FURTHER NOTE: This brief essay assumes that the reader has read The Battel of the Books. It is a quick read, and worthwhile, although some of its references are directed at Swift's contemporaries, most of whom are not widely known today. The satire was included as a sort of afterthought to the lengthy A Tale of a Tub, and was followed in turn by A Discourse Concerning the Mechanical Operation of the Spirit. These texts are available at Project Gutenberg in a fairly accurate edition.

Bruce Seaton
Prof. Mell
Satire
Response Essay #2

In his satire The Battel of the Books, Jonathan Swift uses the figures of the Spider and the Bee to reveal his true favoritism (despite his claim of impartiality) toward the Ancients. The bloated spider, representing the Moderns, is made to look not only foolish but vile by the wiser Bee. When the bee attempts to rest on the spider’s web, the web is shaken “down to its very Foundation,” and cannot support the weight of the Bee. In this way Swift suggests that modern literature cannot hold up to scrutiny when compared with that of the ancients. For the Spider, his web is the whole world, and being self-important, believes that the shaking of the web means that either the world is ending, or that Beelzebub has come to punish him for killing flies. Swift, twisting words against the critics of the time, says that this shaking puts the spider “at his Wit’s end.” This suggests that no amount of wit on the part of a modern writer will lessen the importance of the ancients. When the Spider sees that it is, in fact, the Bee (whom he knows “by Sight”) who has landed on his web, he begins hurling vulgar insults at his visitor.

After their first exchange, the Spider readies himself for action, getting into the “true Spirit of Controversy,” and Swift points out, he makes a conscious effort to ignore the point of view of his opponent. Before the Spider even begins to speak, he has stubbornly made up his mind. This reflects the Modernist view that newer is better and that all things Ancient are effectively outdated, and therefore false.

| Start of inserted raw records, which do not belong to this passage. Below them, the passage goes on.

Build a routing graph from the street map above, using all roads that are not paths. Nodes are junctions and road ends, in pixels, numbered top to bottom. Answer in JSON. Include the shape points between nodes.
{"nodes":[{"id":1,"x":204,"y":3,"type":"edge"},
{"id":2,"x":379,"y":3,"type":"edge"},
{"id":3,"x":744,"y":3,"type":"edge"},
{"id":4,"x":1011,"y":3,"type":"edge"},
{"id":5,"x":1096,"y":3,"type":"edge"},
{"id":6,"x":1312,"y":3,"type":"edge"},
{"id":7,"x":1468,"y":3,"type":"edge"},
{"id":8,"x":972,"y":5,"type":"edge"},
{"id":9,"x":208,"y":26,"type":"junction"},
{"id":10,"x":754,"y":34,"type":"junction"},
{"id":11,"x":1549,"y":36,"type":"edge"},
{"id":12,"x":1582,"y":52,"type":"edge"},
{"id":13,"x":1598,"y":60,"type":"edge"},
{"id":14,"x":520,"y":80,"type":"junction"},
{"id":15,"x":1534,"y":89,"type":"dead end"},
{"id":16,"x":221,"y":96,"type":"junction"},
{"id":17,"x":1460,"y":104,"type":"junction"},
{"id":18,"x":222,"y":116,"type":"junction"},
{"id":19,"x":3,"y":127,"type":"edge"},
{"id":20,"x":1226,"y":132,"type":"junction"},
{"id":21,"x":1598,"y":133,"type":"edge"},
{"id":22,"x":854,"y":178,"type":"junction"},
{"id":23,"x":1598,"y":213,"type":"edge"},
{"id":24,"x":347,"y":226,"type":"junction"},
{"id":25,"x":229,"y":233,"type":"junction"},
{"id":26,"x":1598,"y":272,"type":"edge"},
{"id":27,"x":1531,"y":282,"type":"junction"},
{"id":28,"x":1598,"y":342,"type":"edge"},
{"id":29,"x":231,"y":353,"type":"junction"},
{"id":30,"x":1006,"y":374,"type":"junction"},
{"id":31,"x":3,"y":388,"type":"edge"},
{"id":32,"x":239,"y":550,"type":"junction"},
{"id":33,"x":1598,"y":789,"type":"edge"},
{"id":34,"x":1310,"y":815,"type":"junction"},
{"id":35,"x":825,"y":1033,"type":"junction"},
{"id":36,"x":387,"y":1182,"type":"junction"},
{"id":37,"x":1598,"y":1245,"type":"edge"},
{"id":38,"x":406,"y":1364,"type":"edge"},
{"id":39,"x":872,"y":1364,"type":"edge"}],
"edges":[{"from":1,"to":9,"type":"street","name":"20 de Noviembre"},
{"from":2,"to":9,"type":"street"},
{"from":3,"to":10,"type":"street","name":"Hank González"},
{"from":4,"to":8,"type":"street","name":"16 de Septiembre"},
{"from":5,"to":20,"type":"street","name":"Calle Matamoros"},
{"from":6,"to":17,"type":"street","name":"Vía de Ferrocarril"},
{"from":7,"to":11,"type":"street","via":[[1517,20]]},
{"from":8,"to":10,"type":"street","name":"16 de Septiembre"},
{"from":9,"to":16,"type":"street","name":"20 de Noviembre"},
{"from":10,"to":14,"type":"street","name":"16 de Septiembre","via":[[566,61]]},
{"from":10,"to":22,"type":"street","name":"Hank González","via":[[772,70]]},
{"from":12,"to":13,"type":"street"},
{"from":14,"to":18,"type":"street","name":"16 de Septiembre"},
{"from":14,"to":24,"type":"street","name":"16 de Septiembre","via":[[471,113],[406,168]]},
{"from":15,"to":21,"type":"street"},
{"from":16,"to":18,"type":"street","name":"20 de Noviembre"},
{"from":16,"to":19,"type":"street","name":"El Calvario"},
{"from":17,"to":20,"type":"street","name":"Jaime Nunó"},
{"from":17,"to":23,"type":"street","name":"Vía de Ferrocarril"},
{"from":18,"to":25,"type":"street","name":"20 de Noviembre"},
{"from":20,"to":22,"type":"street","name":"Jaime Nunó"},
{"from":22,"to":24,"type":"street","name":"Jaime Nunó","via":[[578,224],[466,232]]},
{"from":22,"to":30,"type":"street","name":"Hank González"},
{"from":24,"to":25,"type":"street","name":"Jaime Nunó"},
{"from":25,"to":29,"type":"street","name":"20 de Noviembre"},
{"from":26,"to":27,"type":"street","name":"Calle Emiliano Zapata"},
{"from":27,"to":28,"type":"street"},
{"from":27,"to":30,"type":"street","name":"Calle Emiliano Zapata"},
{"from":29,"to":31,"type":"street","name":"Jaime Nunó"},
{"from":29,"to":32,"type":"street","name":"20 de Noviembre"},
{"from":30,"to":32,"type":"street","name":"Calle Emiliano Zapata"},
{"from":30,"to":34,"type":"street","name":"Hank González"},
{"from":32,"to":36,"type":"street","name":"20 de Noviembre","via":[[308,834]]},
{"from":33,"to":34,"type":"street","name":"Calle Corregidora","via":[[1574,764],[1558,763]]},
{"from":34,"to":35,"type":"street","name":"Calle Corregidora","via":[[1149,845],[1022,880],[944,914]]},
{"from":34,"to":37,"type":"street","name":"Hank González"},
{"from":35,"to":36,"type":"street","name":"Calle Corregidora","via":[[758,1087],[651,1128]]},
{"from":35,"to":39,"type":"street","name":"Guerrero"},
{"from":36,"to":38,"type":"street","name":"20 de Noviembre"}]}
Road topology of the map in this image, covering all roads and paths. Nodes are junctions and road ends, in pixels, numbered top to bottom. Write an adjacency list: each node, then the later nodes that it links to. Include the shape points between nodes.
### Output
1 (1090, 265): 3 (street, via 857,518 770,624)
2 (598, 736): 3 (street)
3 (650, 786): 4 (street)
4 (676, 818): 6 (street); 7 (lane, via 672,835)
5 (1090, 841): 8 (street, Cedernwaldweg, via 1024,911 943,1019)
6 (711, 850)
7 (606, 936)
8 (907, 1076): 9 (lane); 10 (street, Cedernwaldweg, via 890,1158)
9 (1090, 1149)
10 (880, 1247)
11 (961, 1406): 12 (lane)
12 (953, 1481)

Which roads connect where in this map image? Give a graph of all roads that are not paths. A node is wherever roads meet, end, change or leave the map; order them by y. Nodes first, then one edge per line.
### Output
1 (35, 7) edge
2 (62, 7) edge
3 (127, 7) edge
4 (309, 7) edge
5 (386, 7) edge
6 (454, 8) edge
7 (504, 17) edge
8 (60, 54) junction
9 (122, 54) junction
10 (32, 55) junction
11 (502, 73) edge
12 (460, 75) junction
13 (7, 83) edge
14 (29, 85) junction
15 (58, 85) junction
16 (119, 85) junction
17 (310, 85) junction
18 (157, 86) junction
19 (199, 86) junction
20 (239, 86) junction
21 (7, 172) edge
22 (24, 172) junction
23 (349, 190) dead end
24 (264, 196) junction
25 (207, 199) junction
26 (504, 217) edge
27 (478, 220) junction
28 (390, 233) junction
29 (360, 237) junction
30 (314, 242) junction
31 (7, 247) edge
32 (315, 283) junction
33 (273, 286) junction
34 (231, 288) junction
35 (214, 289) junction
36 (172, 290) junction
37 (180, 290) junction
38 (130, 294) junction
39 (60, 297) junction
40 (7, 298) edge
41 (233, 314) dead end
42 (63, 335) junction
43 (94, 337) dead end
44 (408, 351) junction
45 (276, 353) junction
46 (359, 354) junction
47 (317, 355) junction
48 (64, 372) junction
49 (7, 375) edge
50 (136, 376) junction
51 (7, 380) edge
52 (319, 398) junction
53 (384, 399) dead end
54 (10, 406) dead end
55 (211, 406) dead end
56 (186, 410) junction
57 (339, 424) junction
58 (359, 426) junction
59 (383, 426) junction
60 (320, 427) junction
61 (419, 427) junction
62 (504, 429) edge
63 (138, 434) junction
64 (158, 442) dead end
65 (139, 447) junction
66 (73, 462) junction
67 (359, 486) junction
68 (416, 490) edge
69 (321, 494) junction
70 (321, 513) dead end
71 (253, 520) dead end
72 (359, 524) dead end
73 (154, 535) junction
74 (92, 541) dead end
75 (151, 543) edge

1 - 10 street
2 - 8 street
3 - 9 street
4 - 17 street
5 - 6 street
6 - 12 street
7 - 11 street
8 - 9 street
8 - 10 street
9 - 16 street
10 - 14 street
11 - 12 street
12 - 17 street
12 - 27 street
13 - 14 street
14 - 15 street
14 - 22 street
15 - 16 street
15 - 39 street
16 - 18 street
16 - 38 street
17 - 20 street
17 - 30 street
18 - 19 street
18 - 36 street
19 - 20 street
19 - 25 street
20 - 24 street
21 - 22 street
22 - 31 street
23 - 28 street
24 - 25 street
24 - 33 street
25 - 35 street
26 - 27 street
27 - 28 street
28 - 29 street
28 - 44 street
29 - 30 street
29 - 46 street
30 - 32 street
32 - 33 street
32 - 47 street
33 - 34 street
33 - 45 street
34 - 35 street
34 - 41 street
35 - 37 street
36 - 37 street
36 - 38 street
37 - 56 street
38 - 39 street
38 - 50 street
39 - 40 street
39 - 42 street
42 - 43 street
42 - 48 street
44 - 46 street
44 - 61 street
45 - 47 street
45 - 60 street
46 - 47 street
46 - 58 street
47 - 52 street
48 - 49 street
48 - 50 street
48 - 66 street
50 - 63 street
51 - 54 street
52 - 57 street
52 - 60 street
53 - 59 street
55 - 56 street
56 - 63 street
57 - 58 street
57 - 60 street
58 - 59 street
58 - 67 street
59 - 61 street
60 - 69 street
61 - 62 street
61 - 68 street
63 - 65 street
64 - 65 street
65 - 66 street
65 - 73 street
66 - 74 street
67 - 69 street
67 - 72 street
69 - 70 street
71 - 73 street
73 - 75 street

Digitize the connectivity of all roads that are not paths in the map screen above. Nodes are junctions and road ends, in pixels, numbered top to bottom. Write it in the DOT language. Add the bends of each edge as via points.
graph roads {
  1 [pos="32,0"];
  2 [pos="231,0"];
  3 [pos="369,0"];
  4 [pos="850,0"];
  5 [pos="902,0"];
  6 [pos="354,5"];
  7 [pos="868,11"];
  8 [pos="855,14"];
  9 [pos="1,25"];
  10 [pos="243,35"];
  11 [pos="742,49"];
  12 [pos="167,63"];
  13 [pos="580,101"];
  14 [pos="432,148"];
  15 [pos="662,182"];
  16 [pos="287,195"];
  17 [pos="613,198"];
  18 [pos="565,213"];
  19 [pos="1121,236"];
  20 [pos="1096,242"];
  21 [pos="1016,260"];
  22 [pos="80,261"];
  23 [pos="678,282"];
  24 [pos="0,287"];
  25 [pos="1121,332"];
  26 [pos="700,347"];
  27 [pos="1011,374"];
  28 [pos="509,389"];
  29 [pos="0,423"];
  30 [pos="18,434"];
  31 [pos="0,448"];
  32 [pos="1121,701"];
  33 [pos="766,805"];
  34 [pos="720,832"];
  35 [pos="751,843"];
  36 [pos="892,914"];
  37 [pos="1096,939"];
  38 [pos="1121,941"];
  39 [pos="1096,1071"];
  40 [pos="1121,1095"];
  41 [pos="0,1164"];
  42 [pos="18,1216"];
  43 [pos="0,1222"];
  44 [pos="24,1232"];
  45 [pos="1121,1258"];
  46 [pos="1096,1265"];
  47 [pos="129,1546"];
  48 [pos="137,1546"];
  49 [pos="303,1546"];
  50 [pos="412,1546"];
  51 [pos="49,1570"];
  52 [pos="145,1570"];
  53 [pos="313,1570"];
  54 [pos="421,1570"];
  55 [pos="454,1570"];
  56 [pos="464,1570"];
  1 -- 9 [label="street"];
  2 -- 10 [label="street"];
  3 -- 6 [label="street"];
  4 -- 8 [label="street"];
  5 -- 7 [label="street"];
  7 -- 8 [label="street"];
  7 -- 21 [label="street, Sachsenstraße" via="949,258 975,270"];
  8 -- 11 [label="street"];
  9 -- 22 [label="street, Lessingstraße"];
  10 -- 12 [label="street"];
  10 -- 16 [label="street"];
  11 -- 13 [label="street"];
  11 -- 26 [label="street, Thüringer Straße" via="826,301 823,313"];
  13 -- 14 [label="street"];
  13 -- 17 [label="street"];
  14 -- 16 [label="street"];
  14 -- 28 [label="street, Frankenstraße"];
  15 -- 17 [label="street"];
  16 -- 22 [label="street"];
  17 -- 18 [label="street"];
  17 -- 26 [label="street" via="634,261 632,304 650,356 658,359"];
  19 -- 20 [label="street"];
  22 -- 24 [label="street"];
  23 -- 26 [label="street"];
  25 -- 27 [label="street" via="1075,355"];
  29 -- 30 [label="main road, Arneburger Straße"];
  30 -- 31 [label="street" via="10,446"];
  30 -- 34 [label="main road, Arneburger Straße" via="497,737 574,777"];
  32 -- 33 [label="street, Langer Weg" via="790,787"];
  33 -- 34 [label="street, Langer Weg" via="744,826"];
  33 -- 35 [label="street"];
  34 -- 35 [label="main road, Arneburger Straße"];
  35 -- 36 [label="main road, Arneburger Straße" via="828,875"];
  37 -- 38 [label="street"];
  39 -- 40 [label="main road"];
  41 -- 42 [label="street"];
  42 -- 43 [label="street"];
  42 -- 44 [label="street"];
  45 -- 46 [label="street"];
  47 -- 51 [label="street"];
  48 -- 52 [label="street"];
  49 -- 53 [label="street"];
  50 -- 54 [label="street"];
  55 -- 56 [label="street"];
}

After the Spider accuses him of being a vagabond whose only gifts are wings and a voice, the Bee retorts blithely that since those gifts are God-given, and since the self-made products of which the Spider is so proud are nothing but shit and poison, he’s happy to have nothing but his gifts, which "would never have bestowed . . . without designing them for the noblest Ends," and leaves the Spider, and therefore the Moderns, looking hateful and foolish.